Fig. 1.

Design of defined lesion substrate. (A) Map of the pSCW01 plasmid and locations of restriction digest sites. (B) Detailed map of restriction digest and nicking sites for plasmid sequence between the AatII (157) and SapI (233) sites. Nt.BstNBI nicking sites are shown in red. (C) Strategy for generating defined lesion substrate based on the pSCW01 plasmid. The plasmid is first nicked by Nt.BstNBI at four different locations (i), which yields three short single-stranded fragments (ii) that are liberated from the plasmid via heating, resulting in a gapped plasmid (iii). 37mer oligonucleotides, each containing a site-specific lesion, are annealed to the gapped plasmids (iv) before the nicks on either side of the oligonucleotides are sealed by overnight ligation (v).
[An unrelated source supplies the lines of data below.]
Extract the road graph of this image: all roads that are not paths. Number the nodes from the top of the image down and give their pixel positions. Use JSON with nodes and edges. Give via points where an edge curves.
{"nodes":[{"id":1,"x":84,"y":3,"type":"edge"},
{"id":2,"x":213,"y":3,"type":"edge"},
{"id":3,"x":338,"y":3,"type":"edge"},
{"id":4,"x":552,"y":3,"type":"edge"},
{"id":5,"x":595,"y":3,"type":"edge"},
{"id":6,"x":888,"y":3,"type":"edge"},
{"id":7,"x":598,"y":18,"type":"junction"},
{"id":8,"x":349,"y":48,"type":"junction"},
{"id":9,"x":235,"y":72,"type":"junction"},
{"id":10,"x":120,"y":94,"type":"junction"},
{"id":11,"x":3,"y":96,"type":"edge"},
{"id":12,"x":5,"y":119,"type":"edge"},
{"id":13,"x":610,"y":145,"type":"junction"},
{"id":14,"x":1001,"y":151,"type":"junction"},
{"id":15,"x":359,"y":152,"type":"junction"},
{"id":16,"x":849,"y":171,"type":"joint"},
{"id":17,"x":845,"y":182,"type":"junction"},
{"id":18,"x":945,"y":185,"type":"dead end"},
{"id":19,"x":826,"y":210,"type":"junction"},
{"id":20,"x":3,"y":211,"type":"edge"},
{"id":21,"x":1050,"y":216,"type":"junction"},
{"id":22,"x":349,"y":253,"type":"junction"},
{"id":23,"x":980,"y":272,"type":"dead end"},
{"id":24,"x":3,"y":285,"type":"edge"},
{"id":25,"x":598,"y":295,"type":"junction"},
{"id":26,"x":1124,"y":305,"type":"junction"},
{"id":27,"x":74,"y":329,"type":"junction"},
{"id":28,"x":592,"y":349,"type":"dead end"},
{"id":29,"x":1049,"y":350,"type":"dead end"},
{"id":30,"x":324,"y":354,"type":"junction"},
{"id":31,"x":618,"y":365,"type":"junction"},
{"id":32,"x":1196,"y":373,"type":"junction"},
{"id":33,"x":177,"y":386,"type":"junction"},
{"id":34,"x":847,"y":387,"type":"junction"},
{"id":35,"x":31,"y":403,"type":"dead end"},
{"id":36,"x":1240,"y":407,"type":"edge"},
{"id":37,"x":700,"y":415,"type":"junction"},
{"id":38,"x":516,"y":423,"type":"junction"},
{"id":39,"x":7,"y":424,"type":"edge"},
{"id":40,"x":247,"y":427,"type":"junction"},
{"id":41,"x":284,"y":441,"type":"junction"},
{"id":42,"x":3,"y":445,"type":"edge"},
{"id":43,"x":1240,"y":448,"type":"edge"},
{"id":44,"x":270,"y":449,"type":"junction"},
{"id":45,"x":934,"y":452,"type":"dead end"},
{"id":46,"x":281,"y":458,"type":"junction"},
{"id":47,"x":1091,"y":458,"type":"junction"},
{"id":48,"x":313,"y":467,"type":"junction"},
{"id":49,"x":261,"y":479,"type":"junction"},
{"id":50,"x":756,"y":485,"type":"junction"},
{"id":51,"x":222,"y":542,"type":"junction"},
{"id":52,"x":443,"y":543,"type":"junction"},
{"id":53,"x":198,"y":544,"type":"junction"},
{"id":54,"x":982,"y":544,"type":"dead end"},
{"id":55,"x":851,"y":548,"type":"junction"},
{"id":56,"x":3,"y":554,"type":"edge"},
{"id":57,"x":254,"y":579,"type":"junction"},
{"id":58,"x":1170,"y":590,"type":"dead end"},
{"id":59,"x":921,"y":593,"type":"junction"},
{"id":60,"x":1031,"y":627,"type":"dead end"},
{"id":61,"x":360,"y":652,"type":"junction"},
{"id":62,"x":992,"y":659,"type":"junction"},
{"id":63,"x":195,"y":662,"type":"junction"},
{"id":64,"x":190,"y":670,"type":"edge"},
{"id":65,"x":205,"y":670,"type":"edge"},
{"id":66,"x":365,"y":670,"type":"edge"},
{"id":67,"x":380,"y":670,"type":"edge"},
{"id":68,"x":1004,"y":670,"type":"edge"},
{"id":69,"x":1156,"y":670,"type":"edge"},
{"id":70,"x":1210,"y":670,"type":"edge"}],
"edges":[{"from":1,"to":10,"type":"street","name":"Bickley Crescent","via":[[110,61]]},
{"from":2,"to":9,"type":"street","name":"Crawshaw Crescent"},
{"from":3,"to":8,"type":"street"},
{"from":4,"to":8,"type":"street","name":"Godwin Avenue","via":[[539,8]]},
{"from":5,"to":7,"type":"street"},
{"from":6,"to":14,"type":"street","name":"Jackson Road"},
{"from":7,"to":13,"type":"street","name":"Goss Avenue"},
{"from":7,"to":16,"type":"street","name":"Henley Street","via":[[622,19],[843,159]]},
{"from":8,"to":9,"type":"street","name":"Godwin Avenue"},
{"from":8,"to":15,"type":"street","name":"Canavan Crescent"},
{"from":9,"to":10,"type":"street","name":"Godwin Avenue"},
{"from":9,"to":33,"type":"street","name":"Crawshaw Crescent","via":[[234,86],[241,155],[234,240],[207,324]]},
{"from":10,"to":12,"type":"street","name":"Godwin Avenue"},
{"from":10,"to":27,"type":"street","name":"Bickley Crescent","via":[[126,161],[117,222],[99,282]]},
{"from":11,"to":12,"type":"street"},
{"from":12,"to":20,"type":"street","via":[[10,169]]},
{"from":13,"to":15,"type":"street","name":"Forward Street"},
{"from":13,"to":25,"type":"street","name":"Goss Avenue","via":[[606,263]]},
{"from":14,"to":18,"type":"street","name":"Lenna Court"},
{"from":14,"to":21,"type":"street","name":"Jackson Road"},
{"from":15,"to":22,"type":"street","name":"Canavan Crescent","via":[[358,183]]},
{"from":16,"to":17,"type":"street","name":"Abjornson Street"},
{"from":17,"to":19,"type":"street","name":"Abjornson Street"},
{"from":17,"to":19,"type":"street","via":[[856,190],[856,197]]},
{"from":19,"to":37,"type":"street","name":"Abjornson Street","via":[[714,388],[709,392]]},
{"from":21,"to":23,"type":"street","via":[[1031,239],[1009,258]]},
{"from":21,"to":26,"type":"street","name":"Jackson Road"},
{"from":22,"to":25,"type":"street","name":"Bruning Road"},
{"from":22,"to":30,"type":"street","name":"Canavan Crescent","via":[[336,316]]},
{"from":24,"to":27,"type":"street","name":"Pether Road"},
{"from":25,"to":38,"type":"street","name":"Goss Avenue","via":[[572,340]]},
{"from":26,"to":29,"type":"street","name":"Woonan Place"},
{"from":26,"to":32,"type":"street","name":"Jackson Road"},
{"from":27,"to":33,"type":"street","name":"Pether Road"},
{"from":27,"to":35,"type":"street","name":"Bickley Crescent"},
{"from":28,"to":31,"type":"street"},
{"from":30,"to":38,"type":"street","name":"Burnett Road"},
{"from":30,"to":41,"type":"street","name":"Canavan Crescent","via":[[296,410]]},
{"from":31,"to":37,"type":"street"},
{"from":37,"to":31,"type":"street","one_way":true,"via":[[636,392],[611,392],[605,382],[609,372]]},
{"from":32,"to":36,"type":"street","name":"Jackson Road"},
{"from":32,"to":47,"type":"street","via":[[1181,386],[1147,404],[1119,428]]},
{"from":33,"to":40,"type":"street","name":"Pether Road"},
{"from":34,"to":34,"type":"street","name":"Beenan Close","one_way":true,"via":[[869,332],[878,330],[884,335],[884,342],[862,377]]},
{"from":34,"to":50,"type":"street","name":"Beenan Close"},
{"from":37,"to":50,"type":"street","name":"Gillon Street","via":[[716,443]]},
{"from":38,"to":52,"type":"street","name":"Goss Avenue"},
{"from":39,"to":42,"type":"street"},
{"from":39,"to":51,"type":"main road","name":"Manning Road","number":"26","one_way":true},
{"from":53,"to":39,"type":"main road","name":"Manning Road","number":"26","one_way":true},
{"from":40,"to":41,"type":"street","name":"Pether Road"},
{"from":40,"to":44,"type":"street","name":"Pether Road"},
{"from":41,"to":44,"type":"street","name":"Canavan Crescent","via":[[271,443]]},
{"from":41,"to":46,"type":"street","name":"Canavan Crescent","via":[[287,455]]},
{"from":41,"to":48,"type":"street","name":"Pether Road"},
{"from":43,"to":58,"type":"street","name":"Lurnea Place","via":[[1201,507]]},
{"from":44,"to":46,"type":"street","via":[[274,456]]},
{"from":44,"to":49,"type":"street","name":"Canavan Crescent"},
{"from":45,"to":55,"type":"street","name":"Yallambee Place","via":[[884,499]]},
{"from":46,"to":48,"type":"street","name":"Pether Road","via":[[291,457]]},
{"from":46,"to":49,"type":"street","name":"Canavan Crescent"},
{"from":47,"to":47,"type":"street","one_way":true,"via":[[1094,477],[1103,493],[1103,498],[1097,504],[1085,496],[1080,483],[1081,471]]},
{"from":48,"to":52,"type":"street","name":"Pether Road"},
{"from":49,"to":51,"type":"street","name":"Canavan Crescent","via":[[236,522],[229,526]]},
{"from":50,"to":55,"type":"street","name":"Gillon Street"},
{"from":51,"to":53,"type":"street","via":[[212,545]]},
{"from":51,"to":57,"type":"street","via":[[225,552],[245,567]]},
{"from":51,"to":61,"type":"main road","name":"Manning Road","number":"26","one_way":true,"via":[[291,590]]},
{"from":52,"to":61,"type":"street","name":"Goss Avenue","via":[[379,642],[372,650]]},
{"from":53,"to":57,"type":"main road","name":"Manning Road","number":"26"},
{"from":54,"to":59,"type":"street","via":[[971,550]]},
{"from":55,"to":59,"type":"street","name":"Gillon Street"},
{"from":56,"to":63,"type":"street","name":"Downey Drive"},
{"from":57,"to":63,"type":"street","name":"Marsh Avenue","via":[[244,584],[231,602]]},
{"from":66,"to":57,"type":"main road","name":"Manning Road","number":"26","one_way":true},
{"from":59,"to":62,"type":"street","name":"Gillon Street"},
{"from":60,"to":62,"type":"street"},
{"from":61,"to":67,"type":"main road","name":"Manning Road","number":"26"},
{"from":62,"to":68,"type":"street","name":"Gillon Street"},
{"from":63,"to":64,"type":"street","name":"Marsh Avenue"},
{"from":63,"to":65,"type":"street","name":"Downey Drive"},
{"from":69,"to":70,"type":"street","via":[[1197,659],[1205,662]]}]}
The plasmids can now be linearized by XhoI and then tandem-ligated to form long DNA substrates, containing one site-specific damage per 2030 bp, for use in the DNA tightrope assay. Alternatively, the plasmids can be double digested by XmnI and PciI and gel purified to obtain 538 bp fragments, each containing one site-specific damage ~160 bp from the PciI site. (D) Strategy for inserting a damaged oligonucleotide with a biotin conjugate for quantum dot visualization in λ-DNA. The upper λ-DNA sequence is underlined at the binding sites for Nt.BstNBI. Cut sites are indicated by red arrows, leading to the release of the bolded segment. This is replaced by the lower 5′ phosphorylated oligonucleotide (blue) containing damage (Z = fluorescein-dT) and biotin-conjugated via TEG at the 3′ end. (E) An array of streptavidin-conjugated quantum dots on a DNA tightrope of a defined lesion substrate containing one site-specific abasic site analog per 2030 bp, each with a proximal biotin marking the site of the lesion. (F) DNA damage (magenta) visualized with 655 streptavidin-conjugated quantum dot on a λ-DNA tightrope stained with YOYO-1 (cyan). Panel E: Adapted with permission from Ghodke, H., Wang, H., Hsieh, C. L., Woldemeskel, S., Watkins, S. C., Rapic-Otrin, V., et al. (2014). Single-molecule analysis reveals human UV-damaged DNA-binding protein (UV-DDB) dimerizes on DNA via multiple kinetic intermediates. Proceedings of the National Academy of Sciences of the United States of America, 111(18), E1862–E1871. http://dx.doi.org/10.1073/pnas.1323856111 (fig. 4A).